An important part of the job as a bus company is to reduce CO2 emissions. Burning fossil fuel produces more than three times as much CO2 as the weight of the fuel consumed. The pollution we produce every day might not disappear from the earth’s atmosphere in our lifetime.
New and better technologies reduce the amount of toxic gases from vehicles, but as long as we’re burning carbon to produce energy, toxic exhaust fumes are unavoidable. Pollution, traffic jams and slower and more inefficient private means of communication indicate that the car might not be our best friend anymore. We should prioritize building public transportation before more roads.

Norway has a fantastic nature now, but in a future world of petrol driven cars, the quality of our environment is in jeopardy. (Photo. Author)
I believe bus transportation has to be changed by the public’s engagement and input. When transportation systems are developed, knowledge and competency has to be brought to bear, to a hugely greater extent than currently is the case in Norway. An example is that the provincial governments would in principle be able to take over and run the local buses, to half the budget of the now publicly regulated, privately run buses.
Our bus company is based in a small city of 40 000 people, Arendal, where minibuses could cover much of the geographical transport market well. A minibus doesn’t cost more than an average private car to run. When driven economically, a minibus will have similar emissions to the average car driven in an average way with regards to driving habits, planned driving routes, and idling.
Instead Arendal’s private bus company runs 60-seat buses with handfuls of passengers all day long. The way Arendal’s other local services are designed, makes it Norway’s first CO2 neutral municipality. But bus transport is not included in the CO2 calculations, and with Arendal being billed as Norway’s UN-city, the arrangement of bus transport has much to improve. Only 3% of the county’s total journeys are made by public transport.
The task is the same all over the world – to create sensible transport systems, criticize them, and use them.
The extensive winter salt use and road maintenance alone is scarcely justified by the relative utility of the new roads. It’s not good enough, compared to e.g. the potential of railways.
The technological advances toward emission free road transport are critical. But even the quantum leaps in emissions-reduction in large vehicles, is too little too late. There is no room for pollution in a society which shall last on our earth for thousands of years to come. In Norway, railways run by renewable energy are the best and only option for mass transportation over longer distances.

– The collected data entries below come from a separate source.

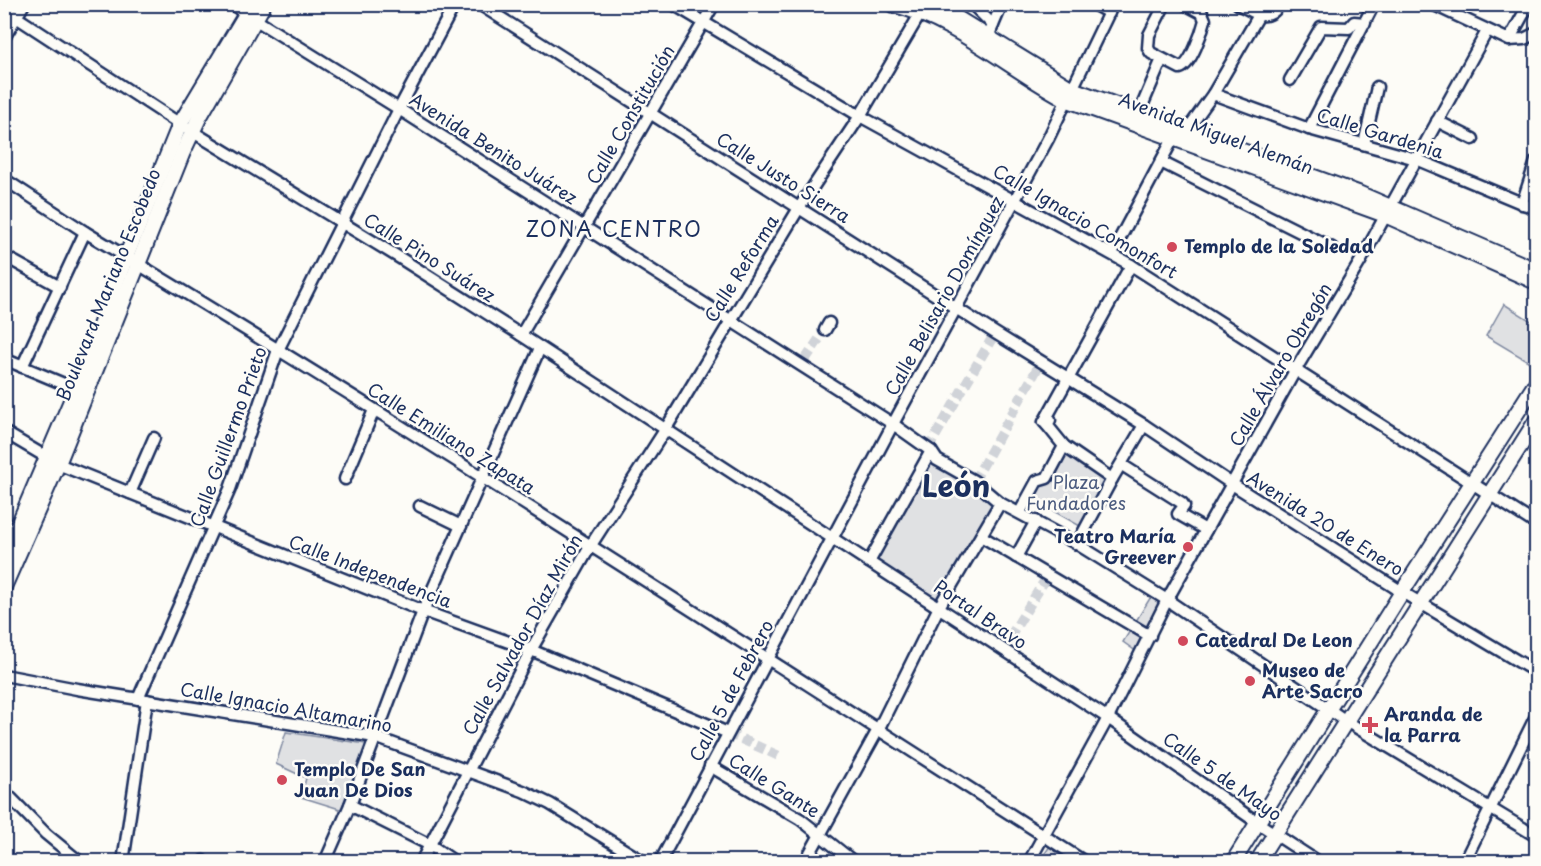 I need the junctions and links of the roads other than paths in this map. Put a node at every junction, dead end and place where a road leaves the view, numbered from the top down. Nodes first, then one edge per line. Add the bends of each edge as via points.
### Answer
1 (24, 4) edge
2 (232, 4) edge
3 (455, 4) edge
4 (479, 4) edge
5 (673, 4) edge
6 (714, 4) edge
7 (891, 4) edge
8 (972, 4) edge
9 (1002, 4) edge
10 (1093, 4) edge
11 (1165, 4) edge
12 (1238, 4) edge
13 (1281, 4) edge
14 (1374, 4) edge
15 (1432, 4) edge
16 (1529, 4) edge
17 (1193, 6) edge
18 (926, 7) edge
19 (686, 8) edge
20 (1111, 8) edge
21 (4, 9) edge
22 (256, 9) edge
23 (1259, 15) junction
24 (17, 17) junction
25 (703, 23) junction
26 (1365, 23) junction
27 (991, 31) junction
28 (1487, 31) junction
29 (1536, 33) edge
30 (4, 39) edge
31 (1524, 39) junction
32 (1509, 40) junction
33 (1536, 43) edge
34 (1161, 59) junction
35 (1290, 80) dead end
36 (1377, 87) dead end
37 (1213, 94) junction
38 (1070, 95) junction
39 (399, 108) junction
40 (651, 113) junction
41 (1139, 113) junction
42 (860, 116) junction
43 (1437, 121) junction
44 (186, 127) junction
45 (1309, 129) junction
46 (1180, 136) junction
47 (1473, 139) dead end
48 (1364, 144) junction
49 (1416, 159) junction
50 (1536, 161) edge
51 (1161, 162) junction
52 (4, 179) edge
53 (1016, 201) junction
54 (1522, 204) junction
55 (799, 208) junction
56 (1536, 209) edge
57 (1387, 210) junction
58 (342, 223) junction
59 (585, 227) junction
60 (86, 232) junction
61 (1332, 248) dead end
62 (1112, 253) junction
63 (4, 256) edge
64 (131, 260) junction
65 (1131, 264) junction
66 (1536, 270) edge
67 (1536, 282) edge
68 (60, 287) junction
69 (957, 308) junction
70 (729, 320) junction
71 (521, 335) junction
72 (540, 348) junction
73 (278, 350) junction
74 (4, 359) edge
75 (22, 366) junction
76 (1296, 369) junction
77 (1068, 383) junction
78 (1536, 383) edge
79 (76, 389) junction
80 (374, 410) junction
81 (1536, 421) edge
82 (893, 424) junction
83 (1144, 425) junction
84 (665, 430) junction
85 (4, 432) edge
86 (154, 438) dead end
87 (1064, 446) junction
88 (931, 451) junction
89 (53, 461) junction
90 (1122, 465) junction
91 (482, 478) junction
92 (345, 479) dead end
93 (1112, 479) junction
94 (1472, 483) junction
95 (1232, 484) junction
96 (130, 493) junction
97 (1490, 495) junction
98 (1000, 503) junction
99 (420, 506) dead end
100 (1020, 512) junction
101 (1036, 521) junction
102 (1536, 524) edge
103 (461, 526) junction
104 (214, 528) junction
105 (1206, 530) junction
106 (981, 536) junction
107 (834, 538) junction
108 (1077, 544) junction
109 (591, 545) junction
110 (1016, 556) junction
111 (4, 558) edge
112 (869, 562) junction
113 (4, 587) edge
114 (1402, 592) junction
115 (1167, 600) junction
116 (1421, 604) junction
117 (939, 608) junction
118 (423, 611) junction
119 (1150, 636) junction
120 (531, 650) junction
121 (767, 659) junction
122 (1536, 672) edge
123 (4, 675) edge
124 (143, 700) junction
125 (1329, 709) junction
126 (1536, 716) edge
127 (1108, 718) junction
128 (1346, 721) junction
129 (879, 728) junction
130 (728, 733) junction
131 (375, 737) junction
132 (710, 766) junction
133 (468, 770) junction
134 (4, 791) edge
135 (350, 805) junction
136 (1490, 807) junction
137 (1258, 823) junction
138 (1275, 834) junction
139 (820, 835) junction
140 (1043, 835) junction
141 (1536, 836) edge
142 (430, 845) junction
143 (80, 861) edge
144 (123, 861) edge
145 (325, 861) edge
146 (421, 861) edge
147 (455, 861) edge
148 (644, 861) edge
149 (660, 861) edge
150 (805, 861) edge
151 (854, 861) edge
152 (1029, 861) edge
153 (1085, 861) edge
154 (1233, 861) edge
155 (1257, 861) edge
156 (1318, 861) edge
157 (1464, 861) edge

1 - 24 street
2 - 22 street, Avenida Benito Juárez
3 - 39 street, Calle Guillermo Prieto
4 - 40 street, Calle Justo Sierra
5 - 19 street, Calle Ignacio Comonfort
6 - 25 street, Calle Constitución
7 - 18 main road, Avenida Miguel Alemán
8 - 27 street
9 - 27 street
10 - 20 street
11 - 34 street via 1148,43 1149,51
12 - 23 street
13 - 23 street via 1270,16
14 - 26 street
15 - 28 street
16 - 32 street
17 - 34 street via 1205,20 1186,64 1176,68
18 - 27 main road, Avenida Miguel Alemán
18 - 38 main road, Avenida Miguel Alemán via 944,23 1036,82
18 - 42 street, Calle Reforma
19 - 25 street, Calle Ignacio Comonfort
20 - 38 street, Calle Belisario Domínguez
21 - 24 street, Calle Pino Suárez
22 - 39 street, Avenida Benito Juárez
22 - 44 main road, Boulevard Mariano Escobedo
23 - 37 street
24 - 30 street
24 - 44 street, Calle Pino Suárez
25 - 40 street, Calle Constitución
25 - 42 street, Calle Ignacio Comonfort
26 - 35 street via 1356,21 1349,28 1320,27
26 - 45 street
27 - 38 main road, Avenida Miguel Alemán
28 - 32 street
28 - 43 street, Calle Álvaro Obregón
29 - 31 street
31 - 32 street
31 - 33 street
34 - 41 street
36 - 48 street
37 - 45 street, Calle Gardenia
37 - 46 street
38 - 41 main road, Avenida Miguel Alemán
38 - 46 main road, Avenida Miguel Alemán
38 - 53 street, Calle Belisario Domínguez
39 - 58 street, Calle Guillermo Prieto
39 - 59 street, Avenida Benito Juárez
40 - 55 street, Calle Justo Sierra
40 - 59 street, Calle Constitución
41 - 46 main road, Avenida Miguel Alemán
42 - 53 street, Calle Ignacio Comonfort
42 - 55 street, Calle Reforma
43 - 47 street
43 - 49 street, Calle Álvaro Obregón
44 - 58 street, Calle Pino Suárez
44 - 64 main road, Boulevard Mariano Escobedo
45 - 48 street, Calle Gardenia
46 - 51 street
46 - 57 main road, Avenida Miguel Alemán
48 - 49 street, Calle Gardenia
49 - 54 street, Calle Gardenia
49 - 57 street, Calle Álvaro Obregón
50 - 54 street
51 - 61 street
51 - 62 street
52 - 60 street, Calle Emiliano Zapata
53 - 62 street, Calle Ignacio Comonfort
53 - 69 street, Calle Belisario Domínguez
54 - 56 street, Calle Gardenia
55 - 69 street, Calle Justo Sierra
55 - 70 street, Calle Reforma
57 - 66 main road, Avenida Miguel Alemán
57 - 67 main road, Avenida Miguel Alemán
57 - 76 street, Calle Álvaro Obregón
58 - 71 street, Calle Pino Suárez
58 - 73 street, Calle Guillermo Prieto
59 - 70 street, Avenida Benito Juárez
59 - 71 street, Calle Constitución
60 - 64 street, Calle Emiliano Zapata
60 - 68 street
62 - 65 street, Calle Ignacio Comonfort
63 - 68 street
64 - 73 street, Calle Emiliano Zapata
64 - 79 main road, Boulevard Mariano Escobedo
64 - 89 main road, Boulevard Mariano Escobedo
65 - 76 street, Calle Ignacio Comonfort
65 - 77 street
68 - 75 street
69 - 77 street, Calle Justo Sierra
69 - 82 street, Calle Belisario Domínguez
70 - 82 street, Avenida Benito Juárez via 803,363
70 - 84 street, Calle Reforma
71 - 72 street, Calle Pino Suárez
72 - 84 street, Calle Pino Suárez
72 - 91 street
73 - 80 street, Calle Emiliano Zapata
73 - 104 street, Calle Guillermo Prieto
74 - 75 street
75 - 79 street
76 - 94 street, Calle Ignacio Comonfort
76 - 95 street, Calle Álvaro Obregón
77 - 83 street, Avenida 20 de Enero
77 - 87 street via 1044,422
78 - 94 main road
79 - 89 main road, Boulevard Mariano Escobedo
80 - 91 street, Calle Emiliano Zapata
80 - 92 street
81 - 97 main road
82 - 88 street, Avenida Benito Juárez
82 - 107 street, Calle Belisario Domínguez
83 - 90 street
83 - 95 street, Avenida 20 de Enero
84 - 107 street, Calle Pino Suárez
84 - 109 street, Calle Salvador Díaz Mirón
85 - 89 street, Calle Independencia
86 - 96 street
87 - 93 street
87 - 100 street via 1047,478 1037,481
88 - 98 street, Avenida Benito Juárez via 937,460 974,481
88 - 112 street
89 - 96 street, Calle Independencia
89 - 111 main road, Boulevard Mariano Escobedo
89 - 113 main road, Boulevard Mariano Escobedo
90 - 93 street
90 - 105 street via 1182,503 1178,514
91 - 103 street
91 - 109 street, Calle Emiliano Zapata
93 - 108 street
94 - 97 street, Calle Ignacio Comonfort
94 - 114 main road
95 - 105 street, Calle Álvaro Obregón
95 - 114 street, Avenida 20 de Enero
96 - 104 street, Calle Independencia
97 - 102 street, Calle Ignacio Comonfort
97 - 116 main road
98 - 100 street, Avenida Benito Juárez
98 - 106 street
99 - 103 street
100 - 101 street, Avenida Benito Juárez
101 - 108 street, Avenida Benito Juárez
101 - 110 street
103 - 118 street
104 - 118 street, Calle Independencia
104 - 124 street, Calle Guillermo Prieto
105 - 115 street, Calle Álvaro Obregón
106 - 110 street
106 - 117 street
107 - 112 street, Portal Bravo
107 - 121 street, Calle 5 de Febrero
108 - 115 street, Avenida Benito Juárez
109 - 120 street, Calle Salvador Díaz Mirón
109 - 121 street, Calle Emiliano Zapata
110 - 119 street
112 - 117 street, Portal Bravo
114 - 116 street, Avenida 20 de Enero
114 - 125 main road
115 - 119 street, Calle Álvaro Obregón
115 - 125 street, Avenida Benito Juárez
116 - 122 street, Avenida 20 de Enero
116 - 128 main road
117 - 127 street, Portal Bravo
117 - 129 street
118 - 120 street, Calle Independencia
118 - 131 street
119 - 127 street, Calle Álvaro Obregón
120 - 130 street, Calle Independencia
120 - 133 street, Calle Salvador Díaz Mirón
121 - 129 street, Calle Emiliano Zapata
121 - 130 street, Calle 5 de Febrero
123 - 124 street, Calle Ignacio Altamarino
124 - 131 street, Calle Ignacio Altamarino
124 - 144 street, Calle Guillermo Prieto
125 - 128 street, Avenida Benito Juárez
125 - 137 main road
126 - 136 street
127 - 137 street, Calle 5 de Mayo
127 - 140 street, Calle Álvaro Obregón
128 - 136 street, Avenida Benito Juárez
128 - 138 main road
129 - 139 street
129 - 140 street, Calle Emiliano Zapata
130 - 132 street, Calle 5 de Febrero
131 - 133 street, Calle Ignacio Altamarino
131 - 135 street
132 - 139 street, Calle Gante
132 - 149 street, Calle 5 de Febrero
133 - 142 street, Calle Salvador Díaz Mirón
133 - 148 street, Calle Ignacio Altamarino via 550,804
134 - 143 street via 46,834
135 - 142 street
135 - 145 street
136 - 141 street, Avenida Benito Juárez
136 - 157 street
137 - 138 street, Calle 5 de Mayo
137 - 154 main road
138 - 155 main road
138 - 156 street, Calle 5 de Mayo
139 - 150 street
139 - 151 street, Calle Gante
140 - 152 street, Calle Álvaro Obregón
140 - 153 street, Calle Emiliano Zapata
142 - 146 street, Calle Salvador Díaz Mirón
142 - 147 street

The disadvantages of road transport are insurmountable. The disadvantages chiefly derive from the stress through the social complications of short-sighted driving habits.
Conflicts between driver and reality are more common than conflicts between drivers, because of how we’re all made. A human is not suited to sitting behind the wheel of a car, and the soil we drive on is not able to carry one billion drivers, each with their ideas, degree of disinterest, and limited knowledge.
All encompassing transport based on roads are only a temporary solution. I often meet regular people, or in politics and public administration, who call public transport idealistic. The facts are completely the opposite. The illusion that transport can be completed with cars, with people exerting the discipline of an ants nest, is true idealism indeed.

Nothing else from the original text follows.